> WHAT IS BEING ASKED
With the exception of the pictures, write out the data below precisely.

> Collected data entries
########################################

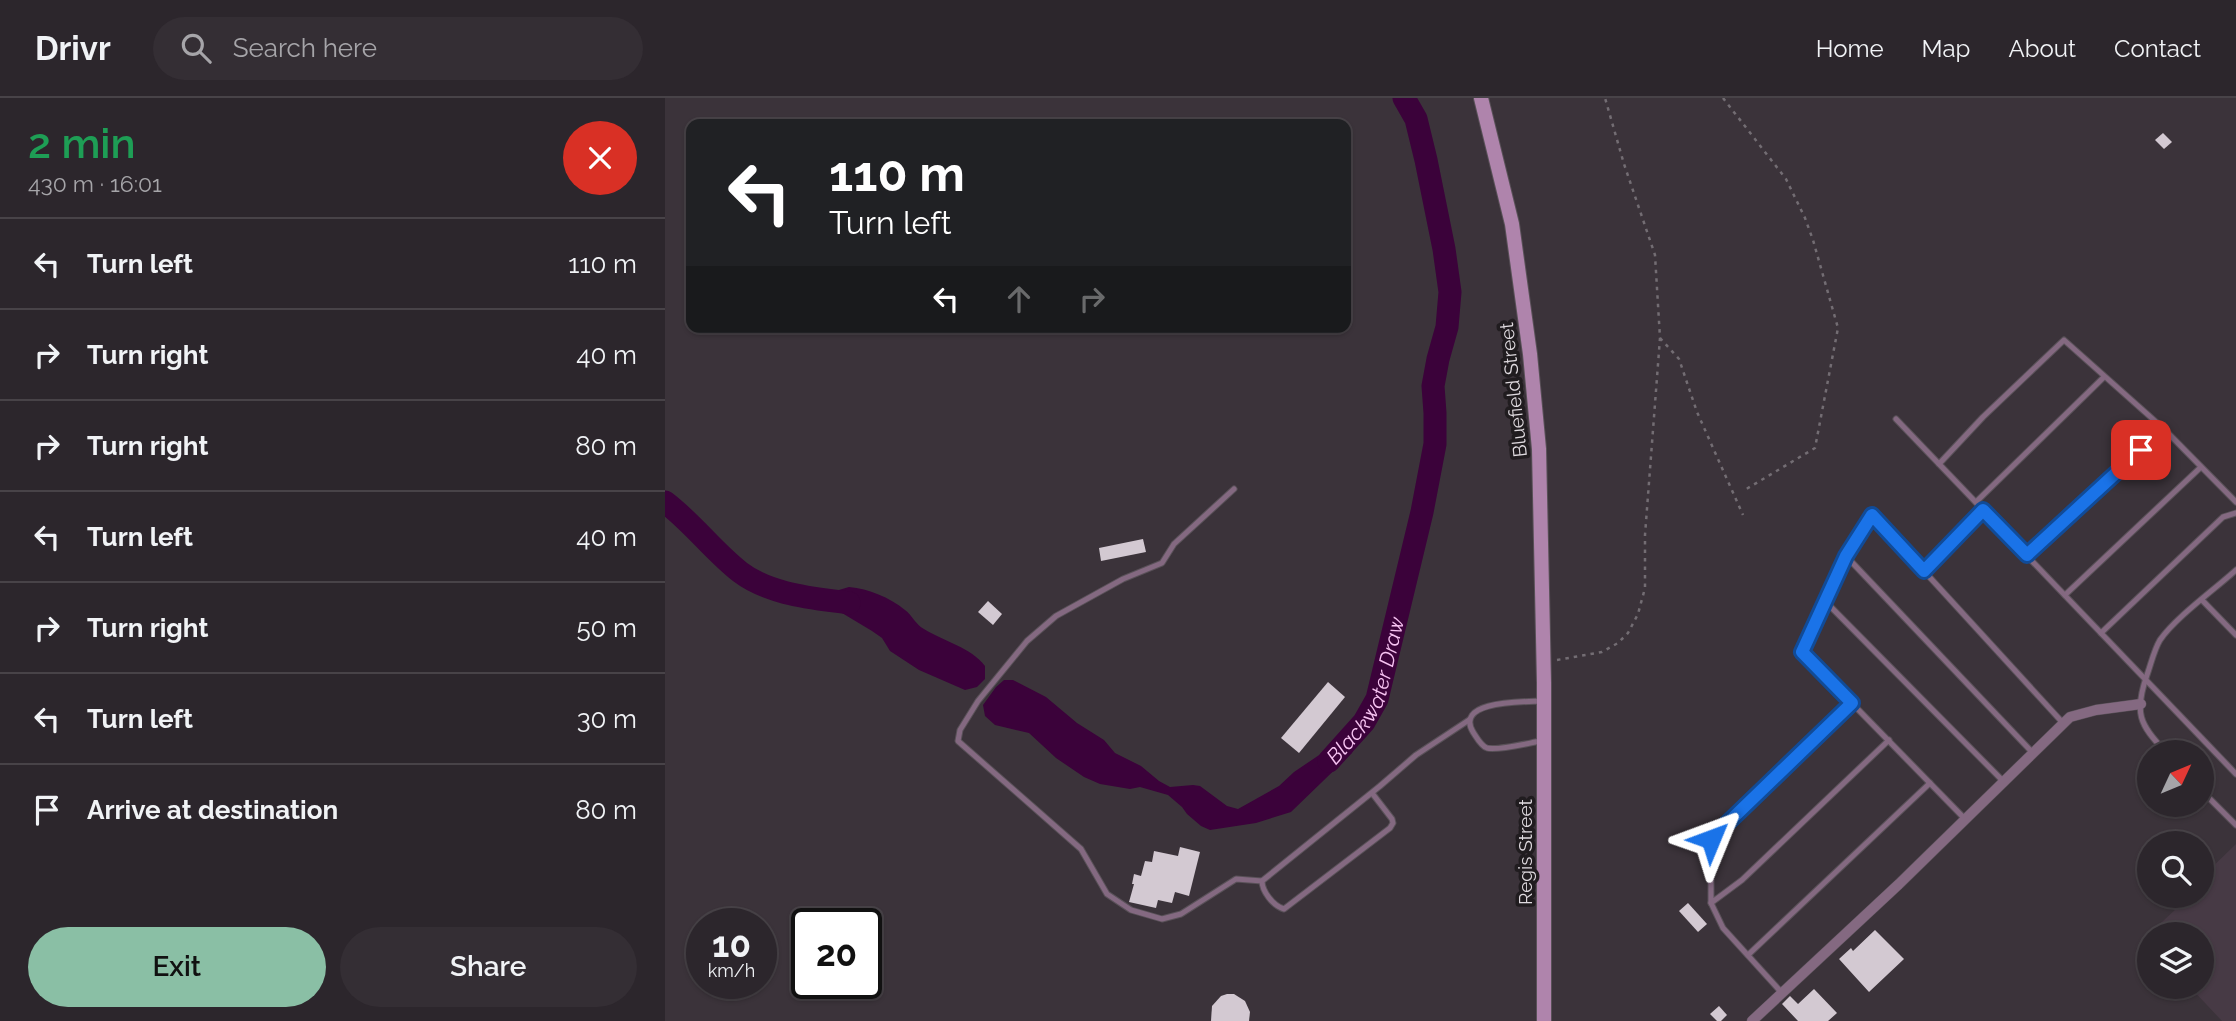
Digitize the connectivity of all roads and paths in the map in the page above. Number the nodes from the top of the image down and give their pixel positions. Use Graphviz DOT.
graph roads {
  1 [pos="1481,98"];
  2 [pos="1605,98"];
  3 [pos="1723,98"];
  4 [pos="1660,338"];
  5 [pos="2103,377"];
  6 [pos="1896,419"];
  7 [pos="2164,429"];
  8 [pos="1939,464"];
  9 [pos="2201,467"];
  10 [pos="1234,489"];
  11 [pos="1743,491"];
  12 [pos="1976,502"];
  13 [pos="2236,502"];
  14 [pos="1983,510"];
  15 [pos="2236,513"];
  16 [pos="1743,515"];
  17 [pos="2027,555"];
  18 [pos="1846,556"];
  19 [pos="1924,571"];
  20 [pos="2235,574"];
  21 [pos="2065,595"];
  22 [pos="2202,600"];
  23 [pos="1825,601"];
  24 [pos="2101,633"];
  25 [pos="2236,635"];
  26 [pos="1544,662"];
  27 [pos="2146,680"];
  28 [pos="1544,683"];
  29 [pos="1544,701"];
  30 [pos="1852,703"];
  31 [pos="2141,704"];
  32 [pos="1469,720"];
  33 [pos="2063,723"];
  34 [pos="1544,740"];
  35 [pos="1889,740"];
  36 [pos="2155,740"];
  37 [pos="2033,753"];
  38 [pos="2236,774"];
  39 [pos="2004,782"];
  40 [pos="1930,783"];
  41 [pos="1372,793"];
  42 [pos="2214,803"];
  43 [pos="1965,819"];
  44 [pos="2236,825"];
  45 [pos="1262,880"];
  46 [pos="1711,903"];
  47 [pos="1748,955"];
  48 [pos="1783,993"];
  49 [pos="1544,1021"];
  50 [pos="1752,1021"];
  1 -- 26 [label="main road, Bluefield Street"];
  2 -- 4 [label="path"];
  3 -- 11 [label="path"];
  4 -- 16 [label="path"];
  4 -- 26 [label="path"];
  5 -- 7 [label="lane"];
  5 -- 8 [label="lane"];
  5 -- 12 [label="lane"];
  6 -- 8 [label="lane"];
  7 -- 9 [label="lane"];
  7 -- 17 [label="lane"];
  8 -- 12 [label="lane"];
  9 -- 13 [label="lane"];
  9 -- 21 [label="lane"];
  10 -- 45 [label="lane"];
  12 -- 14 [label="lane"];
  14 -- 17 [label="lane"];
  14 -- 19 [label="lane"];
  15 -- 24 [label="lane"];
  17 -- 21 [label="lane"];
  18 -- 19 [label="lane"];
  18 -- 23 [label="lane"];
  18 -- 37 [label="lane"];
  19 -- 33 [label="lane"];
  20 -- 22 [label="lane"];
  21 -- 24 [label="lane"];
  22 -- 25 [label="lane"];
  22 -- 27 [label="lane"];
  23 -- 30 [label="lane"];
  23 -- 39 [label="lane"];
  24 -- 27 [label="lane"];
  26 -- 28 [label="main road, Bluefield Street"];
  27 -- 31 [label="lane"];
  27 -- 38 [label="lane"];
  28 -- 29 [label="main road, Regis Street"];
  29 -- 32 [label="lane"];
  29 -- 34 [label="main road, Regis Street"];
  30 -- 35 [label="lane"];
  30 -- 46 [label="lane"];
  31 -- 33 [label="street"];
  31 -- 36 [label="lane"];
  32 -- 34 [label="lane"];
  32 -- 41 [label="lane"];
  33 -- 37 [label="street"];
  34 -- 49 [label="main road, Regis Street"];
  35 -- 40 [label="lane"];
  35 -- 46 [label="lane"];
  37 -- 39 [label="street"];
  39 -- 43 [label="street"];
  40 -- 43 [label="lane"];
  40 -- 47 [label="lane"];
  41 -- 45 [label="lane"];
  41 -- 45 [label="lane"];
  42 -- 44 [label="lane"];
  43 -- 48 [label="street"];
  46 -- 47 [label="lane"];
  47 -- 48 [label="lane"];
  48 -- 50 [label="street"];
}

########################################

> EXERCISE OUTPUT
Digitize the connectivity of all roads and paths in the map in the page above. Number the nodes from the top of the image down and give their pixel positions. Use Graphviz DOT.
graph roads {
  1 [pos="1481,98"];
  2 [pos="1605,98"];
  3 [pos="1723,98"];
  4 [pos="1660,338"];
  5 [pos="2103,377"];
  6 [pos="1896,419"];
  7 [pos="2164,429"];
  8 [pos="1939,464"];
  9 [pos="2201,467"];
  10 [pos="1234,489"];
  11 [pos="1743,491"];
  12 [pos="1976,502"];
  13 [pos="2236,502"];
  14 [pos="1983,510"];
  15 [pos="2236,513"];
  16 [pos="1743,515"];
  17 [pos="2027,555"];
  18 [pos="1846,556"];
  19 [pos="1924,571"];
  20 [pos="2235,574"];
  21 [pos="2065,595"];
  22 [pos="2202,600"];
  23 [pos="1825,601"];
  24 [pos="2101,633"];
  25 [pos="2236,635"];
  26 [pos="1544,662"];
  27 [pos="2146,680"];
  28 [pos="1544,683"];
  29 [pos="1544,701"];
  30 [pos="1852,703"];
  31 [pos="2141,704"];
  32 [pos="1469,720"];
  33 [pos="2063,723"];
  34 [pos="1544,740"];
  35 [pos="1889,740"];
  36 [pos="2155,740"];
  37 [pos="2033,753"];
  38 [pos="2236,774"];
  39 [pos="2004,782"];
  40 [pos="1930,783"];
  41 [pos="1372,793"];
  42 [pos="2214,803"];
  43 [pos="1965,819"];
  44 [pos="2236,825"];
  45 [pos="1262,880"];
  46 [pos="1711,903"];
  47 [pos="1748,955"];
  48 [pos="1783,993"];
  49 [pos="1544,1021"];
  50 [pos="1752,1021"];
  1 -- 26 [label="main road, Bluefield Street"];
  2 -- 4 [label="path"];
  3 -- 11 [label="path"];
  4 -- 16 [label="path"];
  4 -- 26 [label="path"];
  5 -- 7 [label="lane"];
  5 -- 8 [label="lane"];
  5 -- 12 [label="lane"];
  6 -- 8 [label="lane"];
  7 -- 9 [label="lane"];
  7 -- 17 [label="lane"];
  8 -- 12 [label="lane"];
  9 -- 13 [label="lane"];
  9 -- 21 [label="lane"];
  10 -- 45 [label="lane"];
  12 -- 14 [label="lane"];
  14 -- 17 [label="lane"];
  14 -- 19 [label="lane"];
  15 -- 24 [label="lane"];
  17 -- 21 [label="lane"];
  18 -- 19 [label="lane"];
  18 -- 23 [label="lane"];
  18 -- 37 [label="lane"];
  19 -- 33 [label="lane"];
  20 -- 22 [label="lane"];
  21 -- 24 [label="lane"];
  22 -- 25 [label="lane"];
  22 -- 27 [label="lane"];
  23 -- 30 [label="lane"];
  23 -- 39 [label="lane"];
  24 -- 27 [label="lane"];
  26 -- 28 [label="main road, Bluefield Street"];
  27 -- 31 [label="lane"];
  27 -- 38 [label="lane"];
  28 -- 29 [label="main road, Regis Street"];
  29 -- 32 [label="lane"];
  29 -- 34 [label="main road, Regis Street"];
  30 -- 35 [label="lane"];
  30 -- 46 [label="lane"];
  31 -- 33 [label="street"];
  31 -- 36 [label="lane"];
  32 -- 34 [label="lane"];
  32 -- 41 [label="lane"];
  33 -- 37 [label="street"];
  34 -- 49 [label="main road, Regis Street"];
  35 -- 40 [label="lane"];
  35 -- 46 [label="lane"];
  37 -- 39 [label="street"];
  39 -- 43 [label="street"];
  40 -- 43 [label="lane"];
  40 -- 47 [label="lane"];
  41 -- 45 [label="lane"];
  41 -- 45 [label="lane"];
  42 -- 44 [label="lane"];
  43 -- 48 [label="street"];
  46 -- 47 [label="lane"];
  47 -- 48 [label="lane"];
  48 -- 50 [label="street"];
}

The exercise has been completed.